There were styles where the measure of mastery was being able to do the redonda in the middle of a doorway and not hitting any of the jambs on the doorframe; or being able to run the gauntlet of a pre-industrial age sugar mill unscathed (which is the legend ascribed to the de cuerdas style); or standing in the middle of a banig while twelve grains of corn are thrown all at once at you, but not letting a single grain fall on the banig; or being able to finally take on one’s master in open contest as an equal.

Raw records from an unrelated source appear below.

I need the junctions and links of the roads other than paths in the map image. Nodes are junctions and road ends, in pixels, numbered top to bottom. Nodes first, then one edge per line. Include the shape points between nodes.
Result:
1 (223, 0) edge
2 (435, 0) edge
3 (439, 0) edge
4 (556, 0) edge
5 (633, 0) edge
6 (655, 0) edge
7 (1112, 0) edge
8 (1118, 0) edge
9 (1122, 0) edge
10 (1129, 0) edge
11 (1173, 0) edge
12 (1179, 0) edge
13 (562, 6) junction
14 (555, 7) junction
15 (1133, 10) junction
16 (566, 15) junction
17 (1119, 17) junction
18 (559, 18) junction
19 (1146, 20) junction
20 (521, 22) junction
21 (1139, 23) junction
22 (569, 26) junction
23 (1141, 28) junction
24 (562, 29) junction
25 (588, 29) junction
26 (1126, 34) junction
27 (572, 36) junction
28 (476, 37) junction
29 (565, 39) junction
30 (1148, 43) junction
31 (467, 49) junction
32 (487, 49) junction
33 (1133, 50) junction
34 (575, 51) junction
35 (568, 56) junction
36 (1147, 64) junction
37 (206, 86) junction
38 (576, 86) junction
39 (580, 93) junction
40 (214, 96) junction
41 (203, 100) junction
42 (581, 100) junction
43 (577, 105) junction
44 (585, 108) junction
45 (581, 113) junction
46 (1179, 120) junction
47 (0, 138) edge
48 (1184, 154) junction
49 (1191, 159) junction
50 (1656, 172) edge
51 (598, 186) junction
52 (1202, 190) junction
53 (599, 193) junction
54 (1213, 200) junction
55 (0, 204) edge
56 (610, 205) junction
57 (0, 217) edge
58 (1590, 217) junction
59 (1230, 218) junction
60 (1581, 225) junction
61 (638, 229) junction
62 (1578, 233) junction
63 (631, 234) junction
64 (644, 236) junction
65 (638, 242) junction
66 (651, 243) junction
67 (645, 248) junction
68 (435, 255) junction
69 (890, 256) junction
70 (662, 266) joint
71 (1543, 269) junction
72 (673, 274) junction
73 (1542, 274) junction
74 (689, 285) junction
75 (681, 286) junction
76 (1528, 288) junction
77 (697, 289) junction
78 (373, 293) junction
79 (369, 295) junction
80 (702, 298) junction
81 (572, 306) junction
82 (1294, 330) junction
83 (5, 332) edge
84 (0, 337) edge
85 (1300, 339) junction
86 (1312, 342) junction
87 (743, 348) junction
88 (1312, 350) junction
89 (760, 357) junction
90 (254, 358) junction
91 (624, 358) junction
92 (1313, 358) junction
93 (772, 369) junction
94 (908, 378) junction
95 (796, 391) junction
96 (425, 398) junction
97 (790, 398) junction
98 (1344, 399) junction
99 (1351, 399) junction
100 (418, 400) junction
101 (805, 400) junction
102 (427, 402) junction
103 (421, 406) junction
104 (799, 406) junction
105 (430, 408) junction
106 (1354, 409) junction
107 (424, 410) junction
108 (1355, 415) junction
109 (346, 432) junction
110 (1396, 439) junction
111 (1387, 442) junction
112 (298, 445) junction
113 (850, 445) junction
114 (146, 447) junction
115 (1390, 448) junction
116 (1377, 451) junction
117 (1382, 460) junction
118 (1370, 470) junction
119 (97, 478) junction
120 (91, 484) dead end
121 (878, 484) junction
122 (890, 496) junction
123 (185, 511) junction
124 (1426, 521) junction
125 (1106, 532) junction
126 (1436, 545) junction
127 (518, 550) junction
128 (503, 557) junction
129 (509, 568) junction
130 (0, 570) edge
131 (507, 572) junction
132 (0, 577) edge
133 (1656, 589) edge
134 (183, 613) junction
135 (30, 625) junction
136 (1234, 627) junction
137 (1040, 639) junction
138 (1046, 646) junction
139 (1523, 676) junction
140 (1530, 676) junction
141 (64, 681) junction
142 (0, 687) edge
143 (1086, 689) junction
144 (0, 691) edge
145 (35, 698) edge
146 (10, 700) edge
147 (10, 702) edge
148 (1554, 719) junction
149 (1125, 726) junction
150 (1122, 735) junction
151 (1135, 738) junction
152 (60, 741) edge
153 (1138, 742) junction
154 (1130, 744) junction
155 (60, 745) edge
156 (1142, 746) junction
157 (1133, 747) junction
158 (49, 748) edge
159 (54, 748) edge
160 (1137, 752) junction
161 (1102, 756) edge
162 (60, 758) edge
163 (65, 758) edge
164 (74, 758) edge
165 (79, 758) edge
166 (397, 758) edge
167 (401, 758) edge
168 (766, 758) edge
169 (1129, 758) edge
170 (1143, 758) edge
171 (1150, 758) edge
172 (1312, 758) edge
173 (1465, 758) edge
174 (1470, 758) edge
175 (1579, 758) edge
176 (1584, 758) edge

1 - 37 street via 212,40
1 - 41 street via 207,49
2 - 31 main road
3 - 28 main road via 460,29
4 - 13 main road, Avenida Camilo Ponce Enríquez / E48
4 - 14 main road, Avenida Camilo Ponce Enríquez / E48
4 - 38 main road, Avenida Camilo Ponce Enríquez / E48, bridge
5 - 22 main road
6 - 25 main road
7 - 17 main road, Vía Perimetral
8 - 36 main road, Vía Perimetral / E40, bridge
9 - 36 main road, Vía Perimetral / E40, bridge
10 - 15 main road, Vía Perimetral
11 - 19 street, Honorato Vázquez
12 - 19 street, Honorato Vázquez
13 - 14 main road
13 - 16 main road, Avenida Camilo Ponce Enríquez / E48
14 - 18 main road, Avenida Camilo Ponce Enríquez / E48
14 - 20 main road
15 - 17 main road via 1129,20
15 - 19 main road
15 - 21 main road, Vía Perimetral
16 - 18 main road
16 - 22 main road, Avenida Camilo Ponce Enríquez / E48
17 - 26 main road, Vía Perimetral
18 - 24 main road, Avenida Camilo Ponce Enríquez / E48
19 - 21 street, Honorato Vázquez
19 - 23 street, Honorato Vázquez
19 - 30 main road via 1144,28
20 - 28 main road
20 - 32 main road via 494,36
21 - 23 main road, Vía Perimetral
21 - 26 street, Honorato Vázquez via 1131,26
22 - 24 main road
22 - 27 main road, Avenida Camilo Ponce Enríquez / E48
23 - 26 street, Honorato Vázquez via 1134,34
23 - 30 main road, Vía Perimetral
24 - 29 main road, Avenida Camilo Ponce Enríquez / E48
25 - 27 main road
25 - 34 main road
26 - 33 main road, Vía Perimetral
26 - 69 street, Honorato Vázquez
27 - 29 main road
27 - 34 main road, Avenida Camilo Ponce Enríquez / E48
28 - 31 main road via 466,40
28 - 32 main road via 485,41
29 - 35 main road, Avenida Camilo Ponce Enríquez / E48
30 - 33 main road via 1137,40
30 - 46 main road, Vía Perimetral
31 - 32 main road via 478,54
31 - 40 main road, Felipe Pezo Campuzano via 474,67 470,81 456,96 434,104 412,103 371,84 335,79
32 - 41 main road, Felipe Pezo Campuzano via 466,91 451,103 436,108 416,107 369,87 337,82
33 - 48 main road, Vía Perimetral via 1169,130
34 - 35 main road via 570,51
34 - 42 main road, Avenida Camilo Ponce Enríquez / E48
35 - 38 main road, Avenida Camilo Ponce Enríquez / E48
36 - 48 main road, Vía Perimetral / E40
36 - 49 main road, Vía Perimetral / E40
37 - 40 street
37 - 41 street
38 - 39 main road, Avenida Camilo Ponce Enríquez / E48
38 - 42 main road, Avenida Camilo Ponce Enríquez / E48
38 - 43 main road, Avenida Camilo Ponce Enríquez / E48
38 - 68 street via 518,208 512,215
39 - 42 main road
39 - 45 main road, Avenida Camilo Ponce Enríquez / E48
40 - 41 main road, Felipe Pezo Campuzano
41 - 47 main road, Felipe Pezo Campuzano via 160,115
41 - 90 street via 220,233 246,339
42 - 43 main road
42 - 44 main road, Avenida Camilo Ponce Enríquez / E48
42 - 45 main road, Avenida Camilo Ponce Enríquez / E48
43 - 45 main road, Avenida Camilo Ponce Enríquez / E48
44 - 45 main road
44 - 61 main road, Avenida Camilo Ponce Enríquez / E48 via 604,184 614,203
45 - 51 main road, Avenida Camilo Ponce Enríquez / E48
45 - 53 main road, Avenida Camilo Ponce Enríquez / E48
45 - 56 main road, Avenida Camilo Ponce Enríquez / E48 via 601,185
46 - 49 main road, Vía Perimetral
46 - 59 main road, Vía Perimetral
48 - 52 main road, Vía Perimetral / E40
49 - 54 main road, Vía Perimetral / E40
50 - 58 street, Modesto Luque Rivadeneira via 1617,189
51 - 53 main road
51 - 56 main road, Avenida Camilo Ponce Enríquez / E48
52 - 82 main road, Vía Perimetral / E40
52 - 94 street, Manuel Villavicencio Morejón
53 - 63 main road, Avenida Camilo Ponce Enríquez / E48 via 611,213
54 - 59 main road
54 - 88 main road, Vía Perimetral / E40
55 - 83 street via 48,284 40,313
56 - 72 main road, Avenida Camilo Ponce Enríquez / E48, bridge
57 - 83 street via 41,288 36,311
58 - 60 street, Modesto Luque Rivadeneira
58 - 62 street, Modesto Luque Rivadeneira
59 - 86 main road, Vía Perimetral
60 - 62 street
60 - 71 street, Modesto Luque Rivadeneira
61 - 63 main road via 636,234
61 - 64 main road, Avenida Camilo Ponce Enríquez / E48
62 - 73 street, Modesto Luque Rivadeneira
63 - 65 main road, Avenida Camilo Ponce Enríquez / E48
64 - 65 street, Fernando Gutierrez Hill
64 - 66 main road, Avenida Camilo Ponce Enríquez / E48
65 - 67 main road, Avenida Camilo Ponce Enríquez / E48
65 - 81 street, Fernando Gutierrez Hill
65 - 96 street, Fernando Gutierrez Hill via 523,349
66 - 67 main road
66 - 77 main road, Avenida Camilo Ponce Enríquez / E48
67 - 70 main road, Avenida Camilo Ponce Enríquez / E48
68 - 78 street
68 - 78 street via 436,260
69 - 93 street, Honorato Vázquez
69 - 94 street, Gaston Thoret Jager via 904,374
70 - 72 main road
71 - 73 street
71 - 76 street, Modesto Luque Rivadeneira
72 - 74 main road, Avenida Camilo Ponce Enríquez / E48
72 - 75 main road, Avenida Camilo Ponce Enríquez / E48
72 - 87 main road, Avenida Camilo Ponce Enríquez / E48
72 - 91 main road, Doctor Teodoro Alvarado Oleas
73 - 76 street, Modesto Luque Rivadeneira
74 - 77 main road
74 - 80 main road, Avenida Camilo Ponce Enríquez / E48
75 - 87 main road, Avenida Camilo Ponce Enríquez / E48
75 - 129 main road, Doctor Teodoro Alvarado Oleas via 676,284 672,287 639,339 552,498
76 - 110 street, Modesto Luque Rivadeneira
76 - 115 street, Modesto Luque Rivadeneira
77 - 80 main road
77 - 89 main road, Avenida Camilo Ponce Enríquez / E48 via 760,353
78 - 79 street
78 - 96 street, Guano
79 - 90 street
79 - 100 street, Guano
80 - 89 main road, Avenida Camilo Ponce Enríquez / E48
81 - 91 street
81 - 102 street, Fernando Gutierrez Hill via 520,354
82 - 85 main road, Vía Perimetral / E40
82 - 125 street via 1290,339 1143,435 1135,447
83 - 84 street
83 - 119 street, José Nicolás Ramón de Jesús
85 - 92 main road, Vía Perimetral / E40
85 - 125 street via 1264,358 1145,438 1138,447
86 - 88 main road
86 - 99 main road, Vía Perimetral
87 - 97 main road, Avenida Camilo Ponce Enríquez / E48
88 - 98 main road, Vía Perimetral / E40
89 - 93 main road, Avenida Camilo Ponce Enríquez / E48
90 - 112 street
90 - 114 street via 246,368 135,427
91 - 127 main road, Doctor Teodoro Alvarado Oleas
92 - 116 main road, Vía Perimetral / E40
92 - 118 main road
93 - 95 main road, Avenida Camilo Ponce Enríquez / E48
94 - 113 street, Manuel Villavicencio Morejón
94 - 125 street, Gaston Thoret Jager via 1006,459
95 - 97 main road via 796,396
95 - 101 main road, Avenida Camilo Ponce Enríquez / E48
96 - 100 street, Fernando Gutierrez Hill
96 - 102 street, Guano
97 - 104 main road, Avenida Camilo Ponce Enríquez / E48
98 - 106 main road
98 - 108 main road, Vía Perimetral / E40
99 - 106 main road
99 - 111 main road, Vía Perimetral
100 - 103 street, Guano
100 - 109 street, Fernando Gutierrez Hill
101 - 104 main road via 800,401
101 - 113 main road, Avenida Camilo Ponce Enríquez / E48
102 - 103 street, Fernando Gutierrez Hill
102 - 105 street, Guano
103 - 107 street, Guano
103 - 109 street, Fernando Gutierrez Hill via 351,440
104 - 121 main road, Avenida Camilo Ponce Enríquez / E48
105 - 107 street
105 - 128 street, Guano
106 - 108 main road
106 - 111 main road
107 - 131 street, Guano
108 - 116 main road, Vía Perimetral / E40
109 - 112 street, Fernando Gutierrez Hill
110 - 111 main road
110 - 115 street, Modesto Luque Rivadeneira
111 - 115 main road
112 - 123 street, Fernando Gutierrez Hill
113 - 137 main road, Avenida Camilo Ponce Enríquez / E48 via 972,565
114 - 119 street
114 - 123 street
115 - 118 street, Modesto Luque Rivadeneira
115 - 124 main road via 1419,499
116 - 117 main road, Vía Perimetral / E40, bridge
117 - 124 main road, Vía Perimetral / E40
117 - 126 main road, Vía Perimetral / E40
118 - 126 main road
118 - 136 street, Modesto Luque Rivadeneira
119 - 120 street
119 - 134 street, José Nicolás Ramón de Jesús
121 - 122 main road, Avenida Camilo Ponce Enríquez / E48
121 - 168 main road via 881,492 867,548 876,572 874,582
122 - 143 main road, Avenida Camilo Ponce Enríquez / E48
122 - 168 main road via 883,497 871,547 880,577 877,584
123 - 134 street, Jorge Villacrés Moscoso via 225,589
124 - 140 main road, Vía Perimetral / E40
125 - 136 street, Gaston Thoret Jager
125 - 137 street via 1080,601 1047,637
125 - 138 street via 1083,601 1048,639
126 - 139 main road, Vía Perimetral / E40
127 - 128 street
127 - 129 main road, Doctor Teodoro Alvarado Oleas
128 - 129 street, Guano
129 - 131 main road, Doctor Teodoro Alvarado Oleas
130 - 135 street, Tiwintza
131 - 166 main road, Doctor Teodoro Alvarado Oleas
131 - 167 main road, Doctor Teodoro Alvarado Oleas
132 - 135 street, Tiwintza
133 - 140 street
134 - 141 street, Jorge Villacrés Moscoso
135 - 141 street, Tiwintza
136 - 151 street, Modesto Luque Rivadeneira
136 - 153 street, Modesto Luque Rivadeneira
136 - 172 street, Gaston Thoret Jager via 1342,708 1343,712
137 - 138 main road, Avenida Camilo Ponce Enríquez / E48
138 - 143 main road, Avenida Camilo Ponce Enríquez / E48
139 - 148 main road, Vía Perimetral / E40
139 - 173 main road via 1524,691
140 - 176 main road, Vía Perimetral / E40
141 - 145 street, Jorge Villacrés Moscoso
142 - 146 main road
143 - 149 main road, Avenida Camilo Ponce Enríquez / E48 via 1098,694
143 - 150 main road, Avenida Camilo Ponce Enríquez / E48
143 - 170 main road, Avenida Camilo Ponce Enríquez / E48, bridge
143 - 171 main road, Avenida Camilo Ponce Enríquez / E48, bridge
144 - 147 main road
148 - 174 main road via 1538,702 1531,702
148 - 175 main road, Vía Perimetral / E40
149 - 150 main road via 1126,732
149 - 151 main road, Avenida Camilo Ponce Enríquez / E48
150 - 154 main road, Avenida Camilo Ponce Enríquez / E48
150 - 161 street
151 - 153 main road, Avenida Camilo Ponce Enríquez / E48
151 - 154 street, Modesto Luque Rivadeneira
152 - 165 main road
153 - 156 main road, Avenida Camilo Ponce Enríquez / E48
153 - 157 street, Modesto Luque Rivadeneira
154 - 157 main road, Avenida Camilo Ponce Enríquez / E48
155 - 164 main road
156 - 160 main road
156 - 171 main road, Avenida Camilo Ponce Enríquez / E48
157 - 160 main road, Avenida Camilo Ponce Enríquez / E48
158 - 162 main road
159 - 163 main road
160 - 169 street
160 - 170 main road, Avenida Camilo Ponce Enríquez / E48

Seeing that I already had twelve strikes, my teacher did not take the time to teach me his sequence or style of doing the twelve strikes.  He went straight on to teach me about how to defend from them.  Seeing that I already knew some sinawali (basically those which are popularly known as single and double sinawali), he went right on to teach me how to break the rhythm when playing in sinawali.  He also taught me other techniques that didn’t have names or that he didn’t name.
 

Another student of my teacher, who was a foot taller than me and who worked at a junk shop which mainly dealt in scrap iron (ergo, massively strong) was trained more on power strikes, much like a larga mano fighter.  Although I would say that I was faster than him, sparring was an unpleasant experience.  I did not enjoy being in his sphere of destruction.  No abaniko can defend against a full-powered strike to the head.  Another student was so blindingly fast with the stick that sparring with him was the first time that I felt fear in training.
 

An acquaintance who is a ranked practitioner of modern arnis, prior to this formal FMA training was also trained traditionally.  And his experience in tradition was very different.  He was taught to hold the stick with the thumb extended, not as I and many others were taught (with the thumb closed on the fore-knuckles). 
 

Now you may dismiss this as a backward style, but I’ve found that it is not so.  There is a reason for holding it that way.  And in case some of you might think that this style is weak, it isn’t so.  It has been battle-tested, if not by my acquaintance then by those who went before him.  This was a style where a pupil graduated by taking on the master with live blades.  Certainly not a style for the faint of heart.
 

As I said, there is no one way of training traditionally in eskrima.
 
So now you might ask, if there is no one way; if it all seems so random; how is any or all of this traditional?  


My position is simply this: that so long as these were the ways our forefathers learned eskrima before the age of formalized instruction, then it is an eskrima tradition.